American and Chinese consumers are head over heels for SUVs — a mutual love affair that seems likely to expand in the coming years into growing demand for electric SUVs, according to a new report.

Expand chart
Data: Bloomberg New Energy Finance; Chart: Lazaro Gamio/Axios

Quick take: By 2022, Chinese demand for electric cars will triple, and the largest bloc — 39% — will be SUVs and crossovers, according to Bloomberg New Energy Finance, a research firm. Americans will buy more than twice as many electrics as they currently do, and 52% of them will be SUVs and crossovers.

Why it matters: Electric car skeptics cite relatively low current demand as evidence that battery-propelled vehicles are unlikely to break out of their niche any time soon. But the new forecast suggests why they can — because they will fall neatly into the current of existing mobility fashion.

  • SUVs lead vehicle sales, accounting for 42% of all U.S. demand last year and 39% of China's.

The report forecasts an overall boom in EV demand through 2040, led by a surge in the number of electric models on offer, especially from the German automakers but also Tesla, said Salim Morsy, the report's main author. SUVs will be the main driver of that demand, Morsy tells Axios.
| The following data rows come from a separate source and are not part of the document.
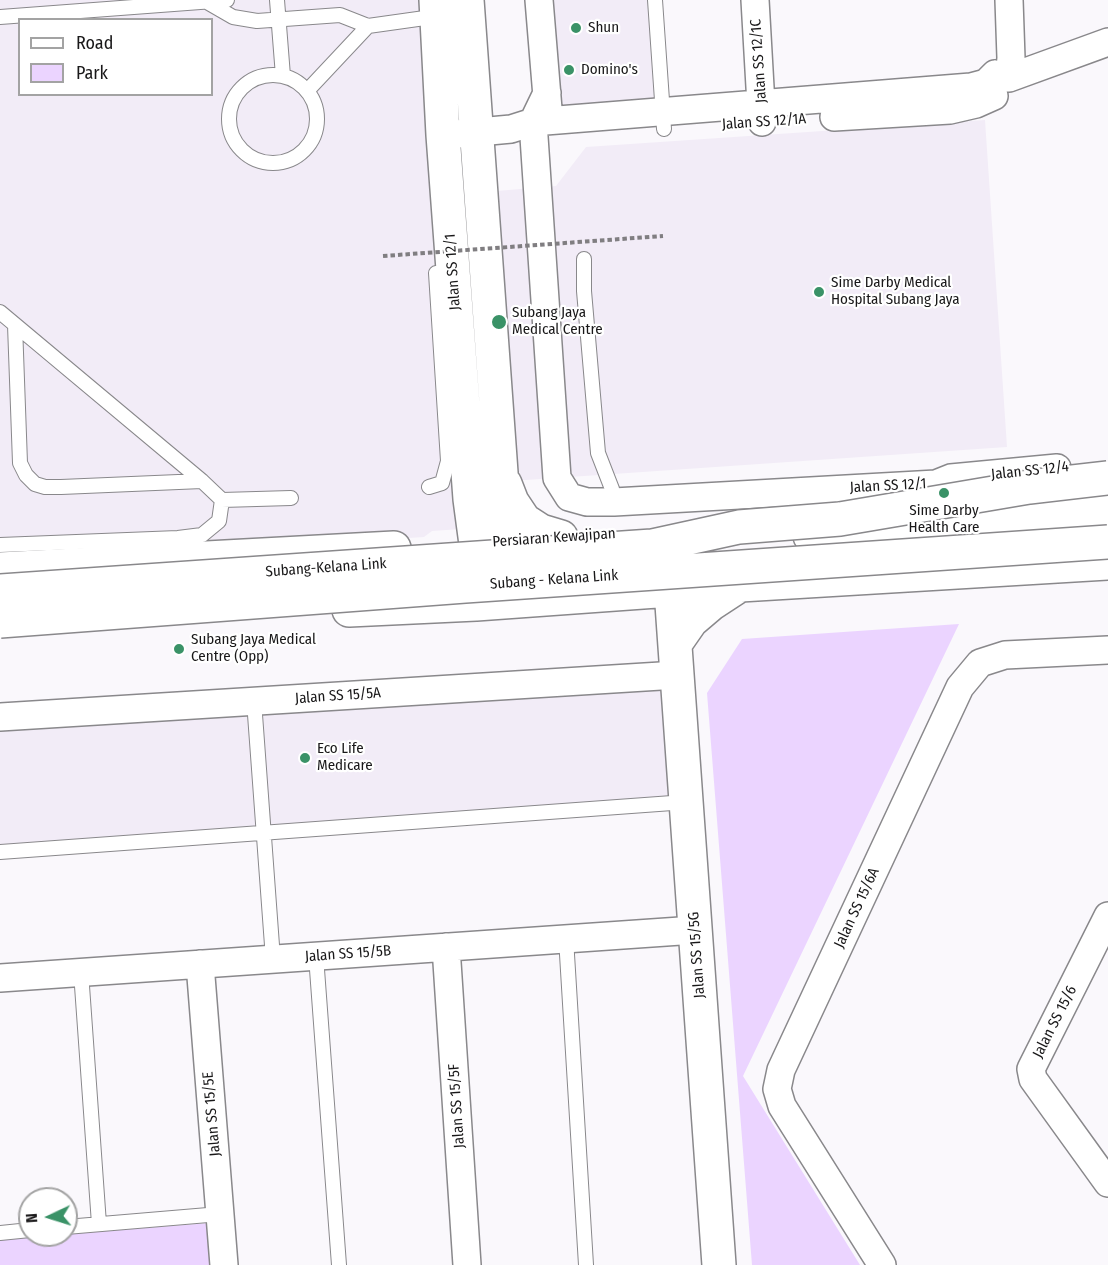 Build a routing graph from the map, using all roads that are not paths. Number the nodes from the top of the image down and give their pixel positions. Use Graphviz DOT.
graph roads {
  1 [pos="227,0"];
  2 [pos="278,0"];
  3 [pos="539,0"];
  4 [pos="655,0"];
  5 [pos="755,0"];
  6 [pos="995,0"];
  7 [pos="1009,0"];
  8 [pos="207,2"];
  9 [pos="452,8"];
  10 [pos="0,17"];
  11 [pos="279,20"];
  12 [pos="368,26"];
  13 [pos="1108,42"];
  14 [pos="283,76"];
  15 [pos="1002,76"];
  16 [pos="307,91"];
  17 [pos="762,113"];
  18 [pos="663,121"];
  19 [pos="535,129"];
  20 [pos="477,132"];
  21 [pos="443,135"];
  22 [pos="584,259"];
  23 [pos="453,272"];
  24 [pos="0,312"];
  25 [pos="15,325"];
  26 [pos="1108,462"];
  27 [pos="501,474"];
  28 [pos="951,478"];
  29 [pos="1108,478"];
  30 [pos="202,481"];
  31 [pos="429,487"];
  32 [pos="613,496"];
  33 [pos="1108,496"];
  34 [pos="291,498"];
  35 [pos="222,500"];
  36 [pos="1108,513"];
  37 [pos="561,537"];
  38 [pos="1108,542"];
  39 [pos="491,543"];
  40 [pos="652,546"];
  41 [pos="6,553"];
  42 [pos="1108,563"];
  43 [pos="806,581"];
  44 [pos="740,585"];
  45 [pos="671,590"];
  46 [pos="0,591"];
  47 [pos="487,597"];
  48 [pos="0,621"];
  49 [pos="0,628"];
  50 [pos="1108,650"];
  51 [pos="676,659"];
  52 [pos="254,701"];
  53 [pos="0,717"];
  54 [pos="686,802"];
  55 [pos="264,832"];
  56 [pos="0,852"];
  57 [pos="1108,916"];
  58 [pos="695,930"];
  59 [pos="566,938"];
  60 [pos="446,947"];
  61 [pos="316,956"];
  62 [pos="273,959"];
  63 [pos="200,964"];
  64 [pos="81,972"];
  65 [pos="0,978"];
  66 [pos="1108,1183"];
  67 [pos="220,1214"];
  68 [pos="99,1224"];
  69 [pos="78,1226"];
  70 [pos="18,1231"];
  71 [pos="0,1233"];
  72 [pos="224,1265"];
  73 [pos="339,1265"];
  74 [pos="467,1265"];
  75 [pos="586,1265"];
  76 [pos="719,1265"];
  77 [pos="882,1265"];
  1 -- 8 [label="lane"];
  2 -- 11 [label="lane"];
  3 -- 19 [label="street"];
  4 -- 18 [label="lane"];
  5 -- 17 [label="street, Jalan SS 12/1C"];
  6 -- 15 [label="street"];
  7 -- 15 [label="street"];
  8 -- 10 [label="lane"];
  8 -- 11 [label="lane"];
  9 -- 12 [label="lane"];
  9 -- 20 [label="main road"];
  9 -- 21 [label="main road, Jalan SS 12/1"];
  11 -- 12 [label="lane"];
  11 -- 14 [label="lane"];
  12 -- 16 [label="lane"];
  13 -- 15 [label="street, Jalan SS 12/1A"];
  14 -- 16 [label="lane"];
  14 -- 16 [label="lane"];
  15 -- 17 [label="street, Jalan SS 12/1A"];
  17 -- 18 [label="street, Jalan SS 12/1A"];
  18 -- 19 [label="street, Jalan SS 12/1A"];
  19 -- 20 [label="street, Jalan SS 12/1A"];
  19 -- 32 [label="street, Jalan SS 12/1"];
  20 -- 21 [label="street, Jalan SS 12/1A"];
  20 -- 27 [label="main road"];
  21 -- 23 [label="main road, Jalan SS 12/1"];
  22 -- 32 [label="lane"];
  23 -- 31 [label="lane"];
  23 -- 39 [label="main road, Jalan SS 12/1"];
  24 -- 25 [label="lane"];
  25 -- 30 [label="lane"];
  25 -- 30 [label="lane"];
  26 -- 28 [label="street, Jalan SS 12/4"];
  27 -- 37 [label="main road"];
  27 -- 39 [label="main road"];
  28 -- 32 [label="street, Jalan SS 12/1"];
  29 -- 40 [label="main road, bridge"];
  30 -- 35 [label="lane"];
  33 -- 37 [label="main road, Persiaran Kewajipan"];
  34 -- 35 [label="lane"];
  35 -- 41 [label="lane"];
  36 -- 40 [label="main road, bridge"];
  37 -- 39 [label="main road, Persiaran Kewajipan"];
  38 -- 48 [label="main road, Subang - Kelana Link, bridge"];
  39 -- 41 [label="main road, Persiaran Kewajipan"];
  39 -- 47 [label="main road"];
  40 -- 46 [label="main road, Subang-Kelana Link, bridge"];
  42 -- 43 [label="main road"];
  43 -- 44 [label="main road"];
  43 -- 47 [label="main road"];
  44 -- 45 [label="main road"];
  44 -- 51 [label="main road"];
  45 -- 47 [label="main road"];
  45 -- 51 [label="main road, Jalan SS 15/5G"];
  47 -- 49 [label="main road"];
  50 -- 77 [label="street, Jalan SS 15/6A"];
  51 -- 52 [label="street, Jalan SS 15/5A"];
  51 -- 54 [label="main road, Jalan SS 15/5G"];
  52 -- 53 [label="street, Jalan SS 15/5A"];
  52 -- 55 [label="lane"];
  54 -- 55 [label="lane"];
  54 -- 58 [label="main road, Jalan SS 15/5G"];
  55 -- 56 [label="lane"];
  55 -- 62 [label="lane"];
  57 -- 66 [label="street, Jalan SS 15/6"];
  58 -- 59 [label="street, Jalan SS 15/5B"];
  58 -- 76 [label="main road, Jalan SS 15/5G"];
  59 -- 60 [label="street, Jalan SS 15/5B"];
  59 -- 75 [label="lane"];
  60 -- 61 [label="street, Jalan SS 15/5B"];
  60 -- 74 [label="street, Jalan SS 15/5F"];
  61 -- 62 [label="street, Jalan SS 15/5B"];
  61 -- 73 [label="lane"];
  62 -- 63 [label="street, Jalan SS 15/5B"];
  63 -- 64 [label="street, Jalan SS 15/5B"];
  63 -- 67 [label="street, Jalan SS 15/5E"];
  64 -- 65 [label="street, Jalan SS 15/5B"];
  64 -- 68 [label="lane"];
  67 -- 68 [label="lane"];
  67 -- 72 [label="street, Jalan SS 15/5E"];
  68 -- 69 [label="lane"];
  70 -- 71 [label="lane"];
} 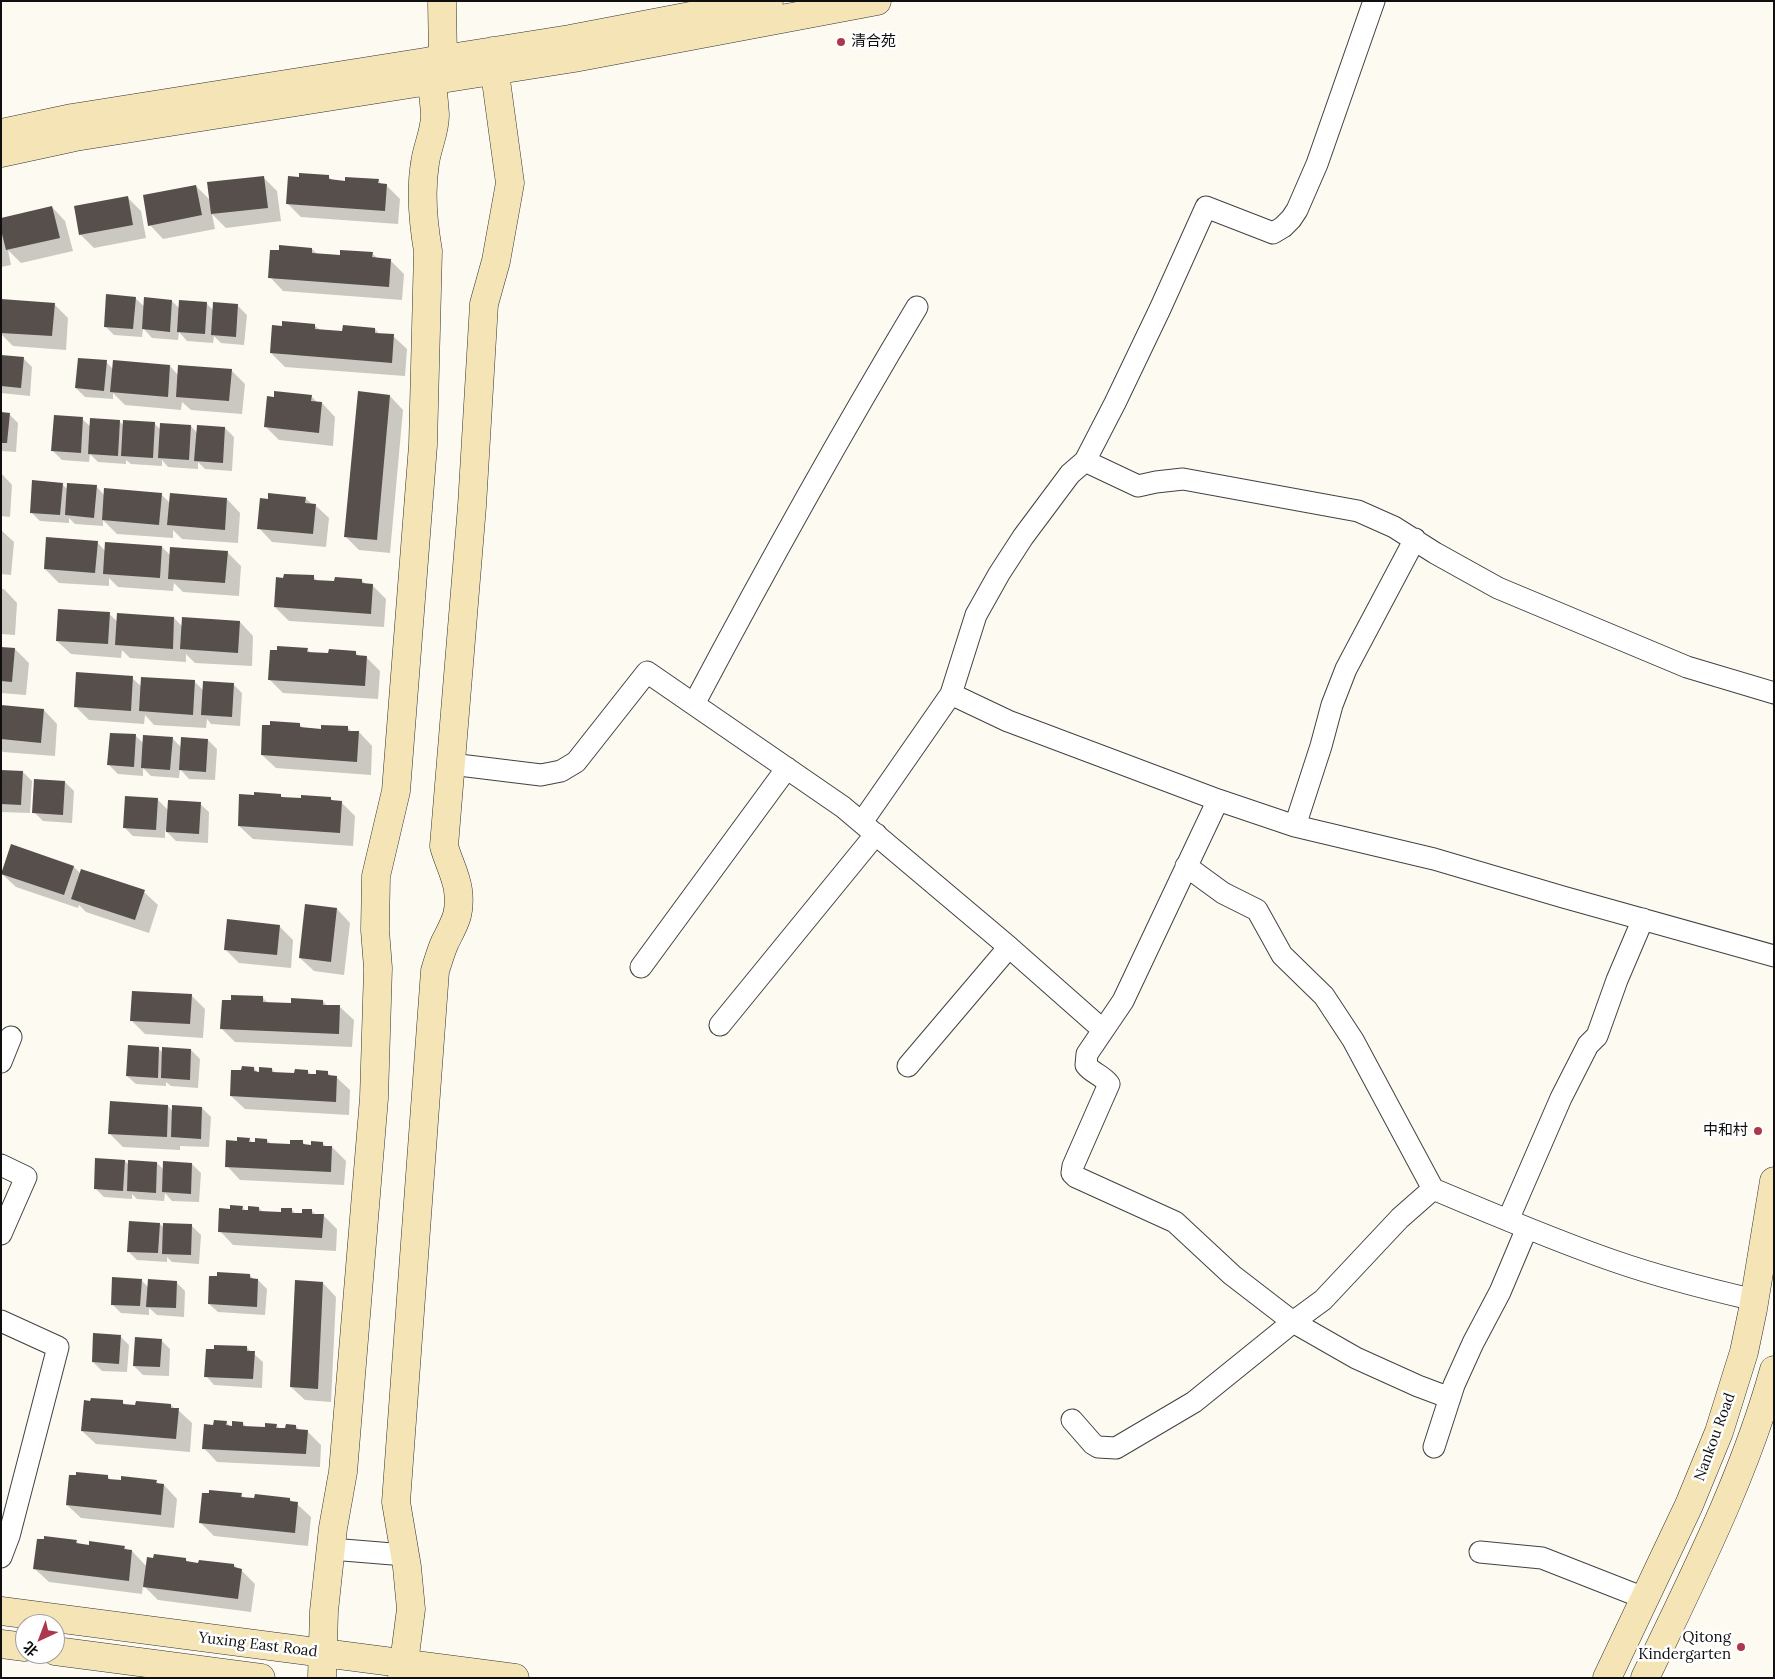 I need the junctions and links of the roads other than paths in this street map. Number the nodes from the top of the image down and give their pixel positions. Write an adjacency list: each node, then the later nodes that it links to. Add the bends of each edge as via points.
1 (442, 1): 6 (street)
2 (769, 1): 5 (street, via 570,39)
3 (877, 1): 5 (street, via 574,58)
4 (1374, 1): 10 (street, via 1297,210 1273,234 1206,207)
5 (493, 61): 6 (street); 15 (street, via 510,183 498,252 484,304)
6 (435, 67): 7 (street, via 72,118); 8 (street); 42 (street, via 435,116 425,162 422,205 428,251 423,444 396,791 376,876 374,930 378,968 374,1098 343,1472)
7 (1, 133)
8 (1, 153)
9 (917, 307): 14 (street, via 815,481)
10 (1085, 461): 11 (street, via 1138,486 1183,479 1358,511); 13 (street, via 1070,474 1022,537 999,574 976,615)
11 (1415, 539): 12 (street, via 1498,588 1687,667); 18 (street, via 1346,669)
12 (1774, 693)
13 (951, 694): 17 (street, via 1008,721); 19 (street)
14 (694, 704): 15 (street, via 647,672 576,762 561,771 541,775); 16 (street)
15 (451, 764): 44 (street, via 444,846 456,880 459,903 453,928 435,971 396,1502)
16 (787, 768): 19 (street); 24 (street)
17 (1218, 800): 18 (street); 20 (street)
18 (1294, 826): 21 (street, via 1434,859)
19 (869, 828): 22 (street); 25 (street)
20 (1186, 866): 26 (street, via 1124,1001); 32 (street, via 1223,894 1258,910 1282,955 1324,996 1353,1040)
21 (1643, 919): 23 (street); 33 (street, via 1597,1036 1588,1045 1561,1098)
22 (1009, 947): 26 (street); 29 (street)
23 (1774, 956)
24 (641, 967)
25 (720, 1025)
26 (1103, 1030): 37 (street, via 1087,1054 1086,1066 1109,1084 1072,1173 1175,1222 1232,1275)
27 (11, 1037): 28 (street)
28 (1, 1062)
29 (908, 1066)
30 (1, 1165): 34 (street, via 26,1176)
31 (1774, 1181): 35 (street, Nankou Road)
32 (1433, 1189): 33 (street); 37 (street, via 1400,1218 1323,1300)
33 (1517, 1224): 35 (street, via 1614,1261); 39 (street, via 1500,1292 1473,1343)
34 (1, 1234)
35 (1755, 1300): 46 (street, Nankou Road, via 1744,1352 1719,1432 1689,1505)
36 (1, 1321): 45 (street, via 58,1347)
37 (1293, 1322): 39 (street, via 1387,1373); 40 (street, via 1194,1402 1116,1448 1093,1444)
38 (1774, 1370): 56 (street, via 1737,1482)
39 (1450, 1398): 41 (street)
40 (1072, 1420)
41 (1434, 1447)
42 (331, 1549): 44 (street); 51 (street, via 324,1611)
43 (1480, 1552): 46 (street, via 1542,1558)
44 (405, 1554): 52 (street, via 411,1609)
45 (1, 1557)
46 (1644, 1598): 55 (street, Nankou Road)
47 (1, 1611): 51 (street, Yuxing East Road)
48 (1, 1644): 49 (street)
49 (15, 1646)
50 (65, 1652): 53 (street)
51 (323, 1665): 52 (street, Yuxing East Road)
52 (403, 1671): 54 (street, Yuxing East Road)
53 (261, 1678)
54 (515, 1678)
55 (1607, 1678)
56 (1645, 1678)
  • The major automakers will release 65 new electric models through 2022.
  • Demand will be led by ultra-stylish and luxury SUVs and crossovers like the Audi e-tron, the Jaguar I-PACE, the BMW iX3, the Ford Mach 1, and Tesla's coming Model Y, Morsy said.
  • The German carmakers are being especially aggressive. VW alone plans to release about 80 electric models by 2025, BMW has announced 47, and Daimler 10.

By the numbers: Here are the report's projections for electric sales for 2018-2022.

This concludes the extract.